Exercise requirements: Word for word and without images, transcribe all of the records.

[Dataset records]
Start of Block

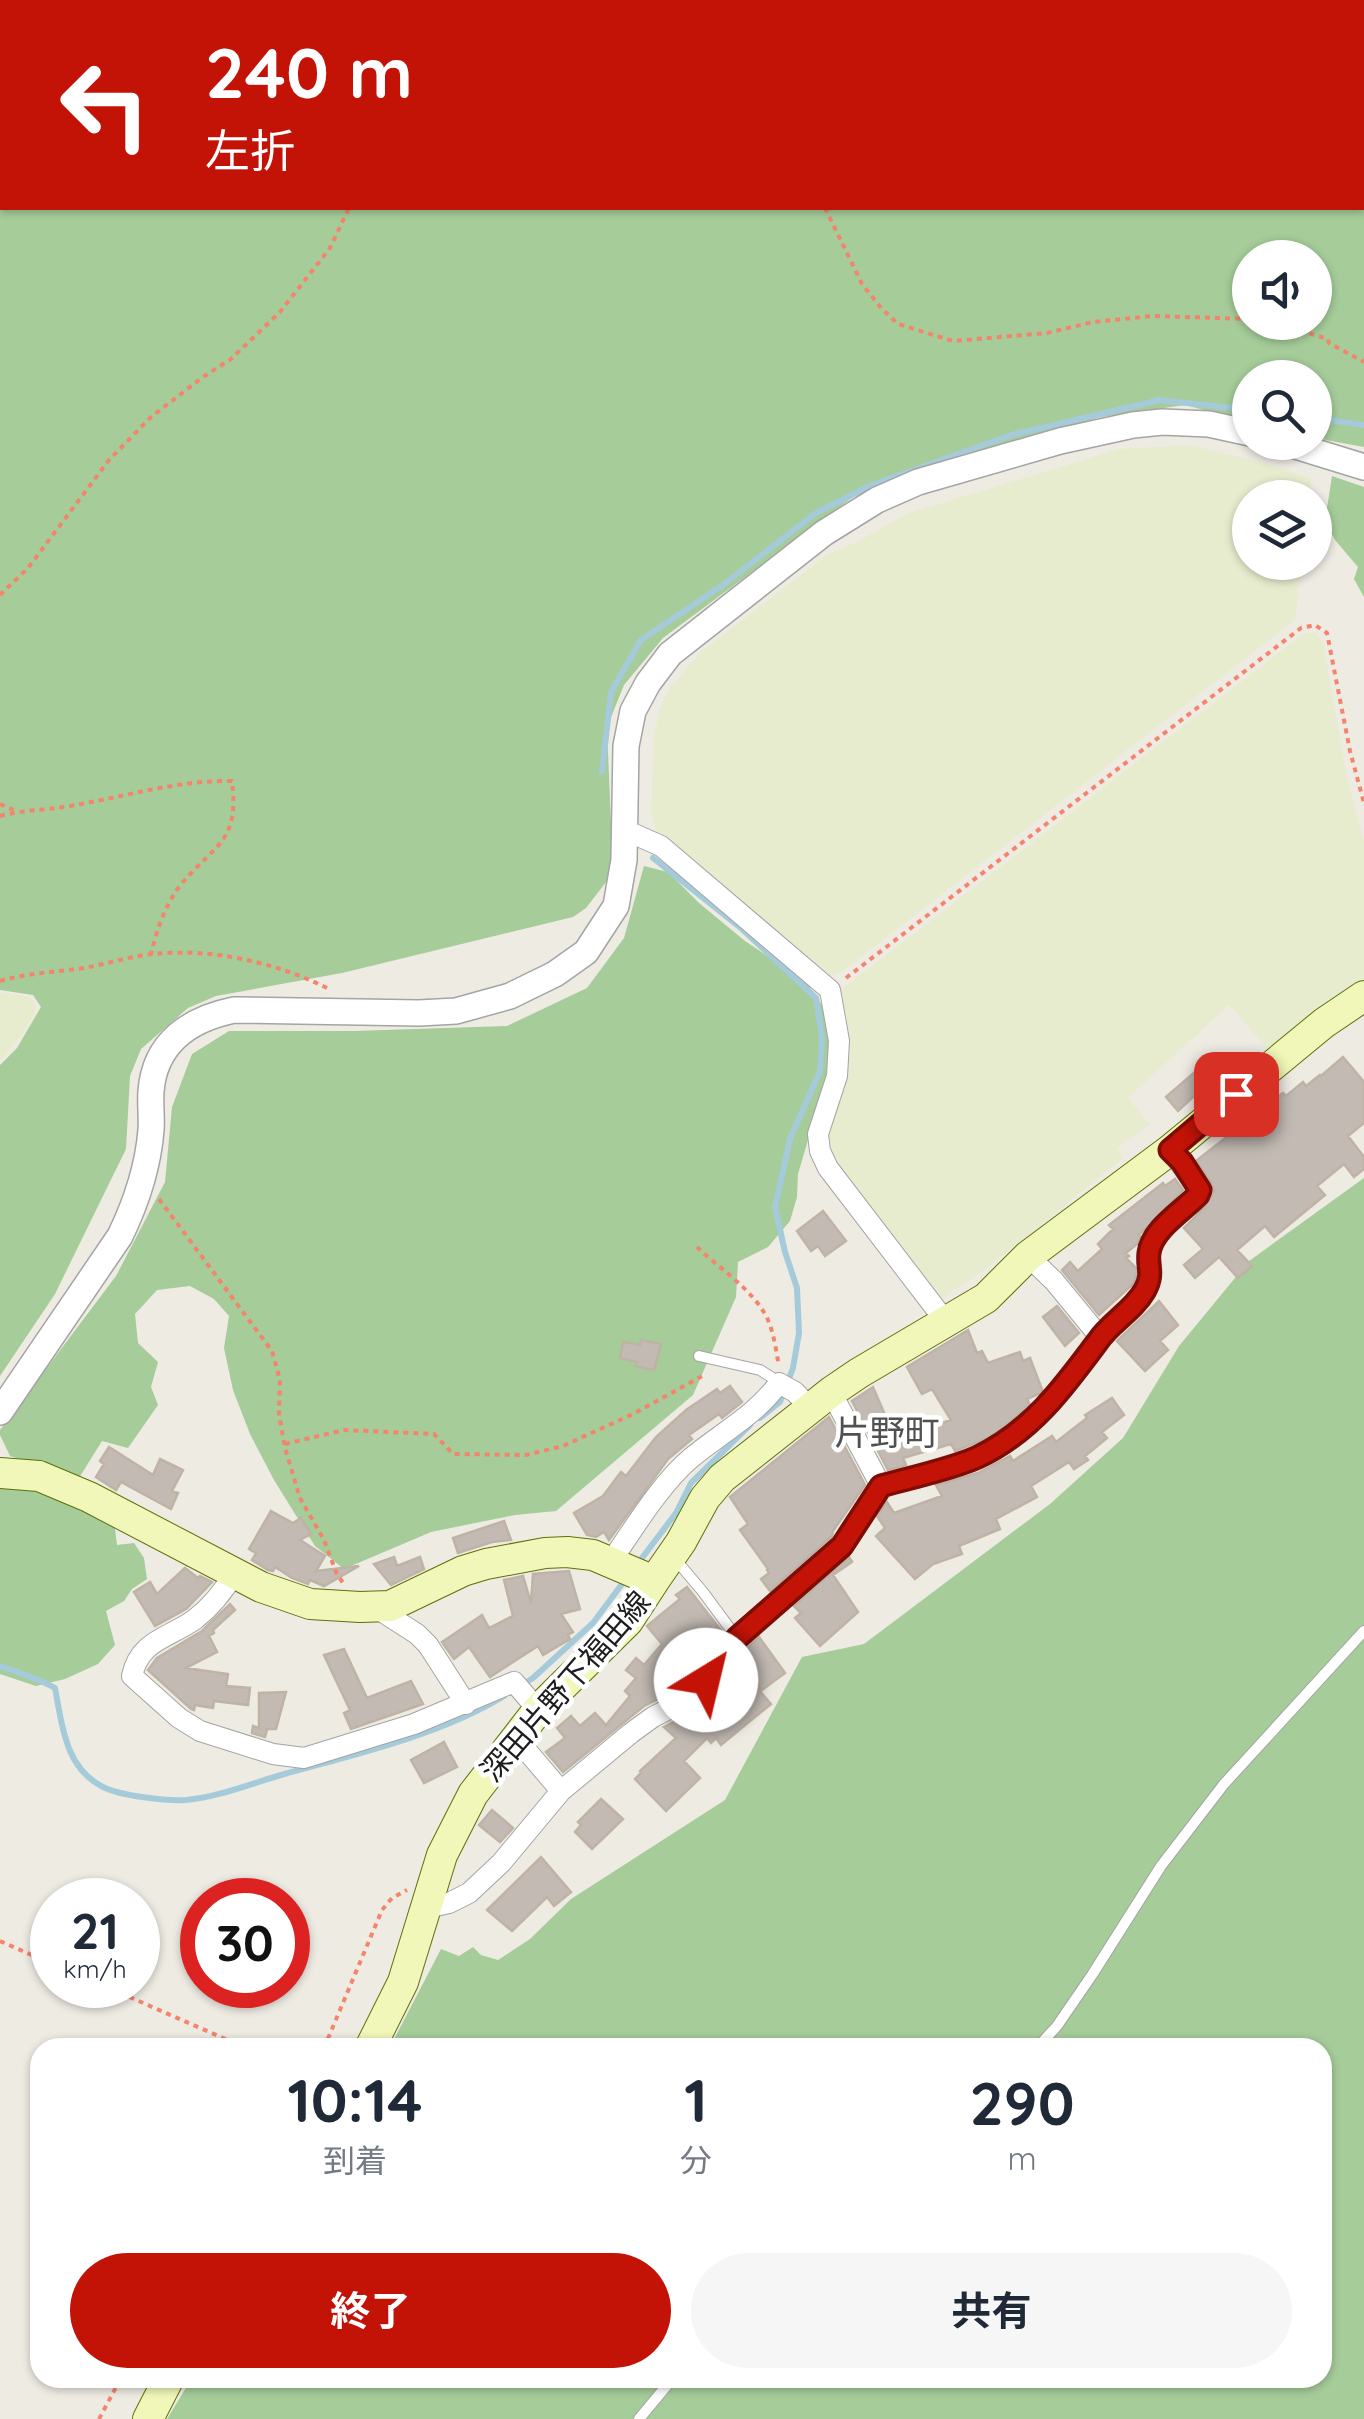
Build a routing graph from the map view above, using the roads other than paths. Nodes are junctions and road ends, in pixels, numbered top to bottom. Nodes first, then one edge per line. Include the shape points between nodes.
1 (1232, 429) edge
2 (1332, 457) edge
3 (1364, 466) edge
4 (625, 830) junction
5 (1364, 996) edge
6 (1170, 1150) junction
7 (1028, 1256) junction
8 (946, 1322) junction
9 (1100, 1337) junction
10 (699, 1356) dead end
11 (780, 1383) junction
12 (821, 1400) junction
13 (0, 1412) edge
14 (0, 1473) edge
15 (881, 1486) junction
16 (672, 1556) junction
17 (610, 1563) junction
18 (235, 1572) junction
19 (654, 1582) junction
20 (368, 1607) junction
21 (1364, 1631) edge
22 (737, 1638) junction
23 (466, 1704) junction
24 (538, 1710) junction
25 (516, 1738) junction
26 (561, 1791) junction
27 (429, 1899) junction
28 (375, 2038) edge
29 (1046, 2038) edge
30 (165, 2388) edge
31 (665, 2388) edge
32 (148, 2419) edge
33 (639, 2419) edge

1 - 4 street via 1162,422 1060,441 918,482 824,534 670,654 648,683 626,746
2 - 3 street
4 - 8 street via 661,846 830,990 838,1058 818,1134 820,1151
4 - 13 street via 616,906 602,930 586,952 510,996 456,1011 234,1010 193,1022 161,1055 153,1074 151,1130 134,1208
5 - 6 main road
6 - 7 main road
6 - 9 street via 1200,1190 1150,1247 1144,1290
7 - 8 main road via 986,1298
7 - 9 street
8 - 12 main road
9 - 15 street via 1016,1436 975,1459
10 - 11 lane via 760,1370
11 - 12 street
11 - 17 street via 688,1460
12 - 15 street
12 - 16 main road via 722,1478
14 - 18 main road, 深田片野下福田線 via 39,1476 89,1497
15 - 22 street via 842,1546
16 - 19 main road
16 - 22 lane
17 - 19 main road, 深田片野下福田線
17 - 20 main road, 深田片野下福田線 via 567,1552 517,1557 463,1571 390,1606
18 - 20 main road, 深田片野下福田線 via 310,1604
18 - 23 street via 211,1605 157,1640 134,1665 132,1676 200,1731 304,1758
19 - 24 main road, 深田片野下福田線 via 628,1621
20 - 23 street via 417,1634
21 - 29 lane via 1224,1784
22 - 26 street via 688,1699 631,1732
23 - 24 street via 514,1682
24 - 25 main road, 深田片野下福田線
25 - 26 street
25 - 27 main road, 深田片野下福田線 via 473,1794 442,1855
26 - 27 street via 470,1893 449,1904
27 - 28 main road, 深田片野下福田線 via 403,1982
30 - 32 main road
31 - 33 lane

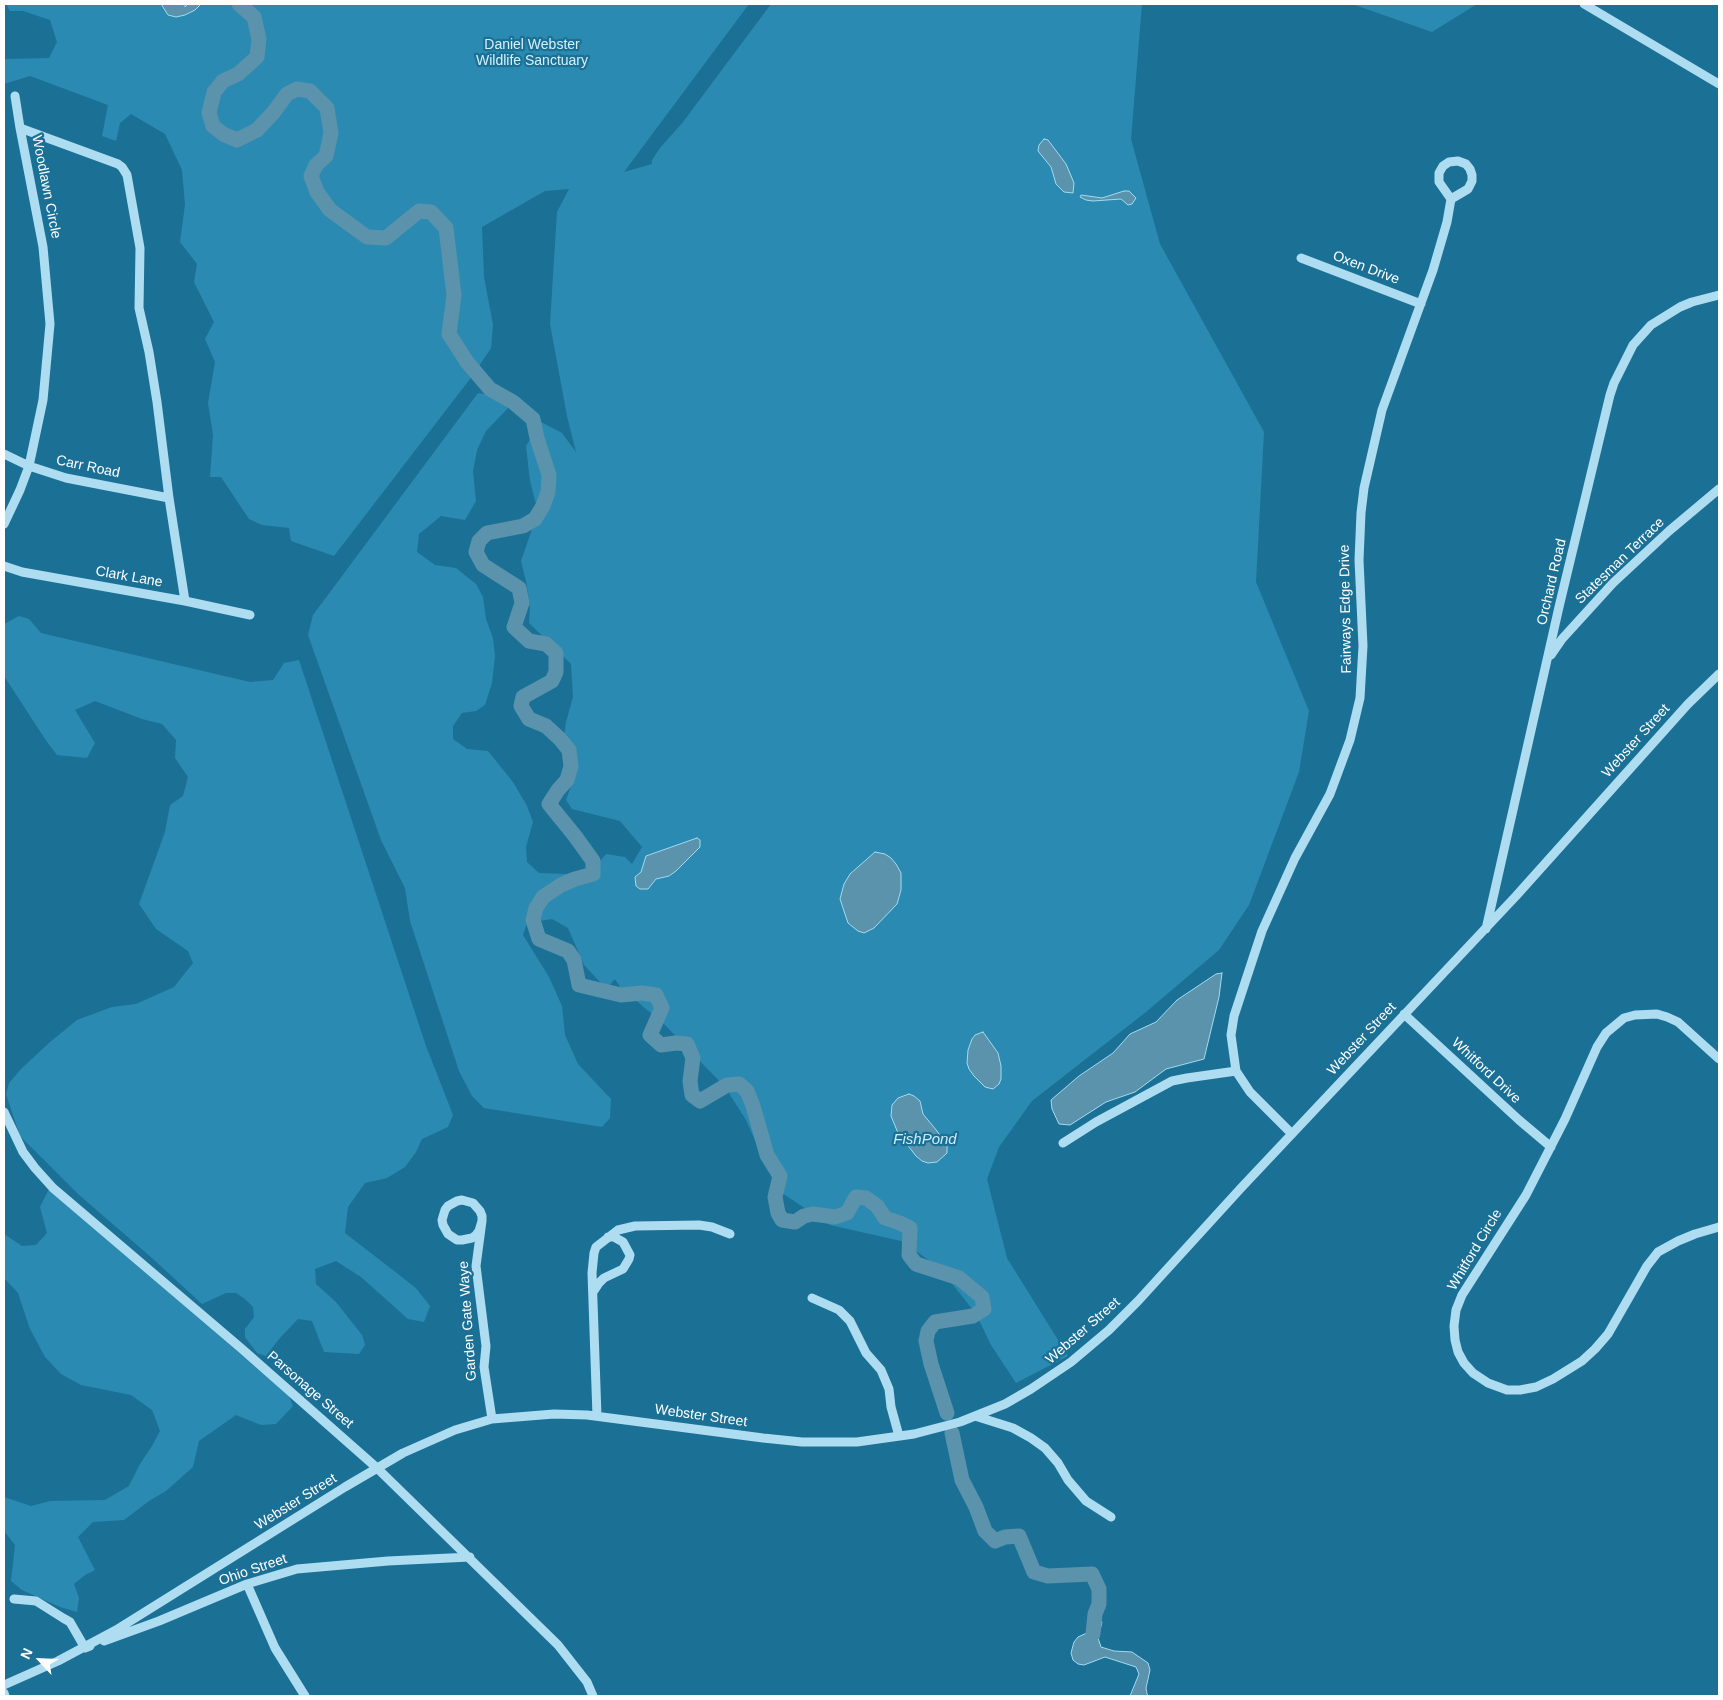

End of Block

Final answer:
Build a routing graph from the map view above, using the roads other than paths. Nodes are junctions and road ends, in pixels, numbered top to bottom. Nodes first, then one edge per line. Include the shape points between nodes.
1 (1232, 429) edge
2 (1332, 457) edge
3 (1364, 466) edge
4 (625, 830) junction
5 (1364, 996) edge
6 (1170, 1150) junction
7 (1028, 1256) junction
8 (946, 1322) junction
9 (1100, 1337) junction
10 (699, 1356) dead end
11 (780, 1383) junction
12 (821, 1400) junction
13 (0, 1412) edge
14 (0, 1473) edge
15 (881, 1486) junction
16 (672, 1556) junction
17 (610, 1563) junction
18 (235, 1572) junction
19 (654, 1582) junction
20 (368, 1607) junction
21 (1364, 1631) edge
22 (737, 1638) junction
23 (466, 1704) junction
24 (538, 1710) junction
25 (516, 1738) junction
26 (561, 1791) junction
27 (429, 1899) junction
28 (375, 2038) edge
29 (1046, 2038) edge
30 (165, 2388) edge
31 (665, 2388) edge
32 (148, 2419) edge
33 (639, 2419) edge

1 - 4 street via 1162,422 1060,441 918,482 824,534 670,654 648,683 626,746
2 - 3 street
4 - 8 street via 661,846 830,990 838,1058 818,1134 820,1151
4 - 13 street via 616,906 602,930 586,952 510,996 456,1011 234,1010 193,1022 161,1055 153,1074 151,1130 134,1208
5 - 6 main road
6 - 7 main road
6 - 9 street via 1200,1190 1150,1247 1144,1290
7 - 8 main road via 986,1298
7 - 9 street
8 - 12 main road
9 - 15 street via 1016,1436 975,1459
10 - 11 lane via 760,1370
11 - 12 street
11 - 17 street via 688,1460
12 - 15 street
12 - 16 main road via 722,1478
14 - 18 main road, 深田片野下福田線 via 39,1476 89,1497
15 - 22 street via 842,1546
16 - 19 main road
16 - 22 lane
17 - 19 main road, 深田片野下福田線
17 - 20 main road, 深田片野下福田線 via 567,1552 517,1557 463,1571 390,1606
18 - 20 main road, 深田片野下福田線 via 310,1604
18 - 23 street via 211,1605 157,1640 134,1665 132,1676 200,1731 304,1758
19 - 24 main road, 深田片野下福田線 via 628,1621
20 - 23 street via 417,1634
21 - 29 lane via 1224,1784
22 - 26 street via 688,1699 631,1732
23 - 24 street via 514,1682
24 - 25 main road, 深田片野下福田線
25 - 26 street
25 - 27 main road, 深田片野下福田線 via 473,1794 442,1855
26 - 27 street via 470,1893 449,1904
27 - 28 main road, 深田片野下福田線 via 403,1982
30 - 32 main road
31 - 33 lane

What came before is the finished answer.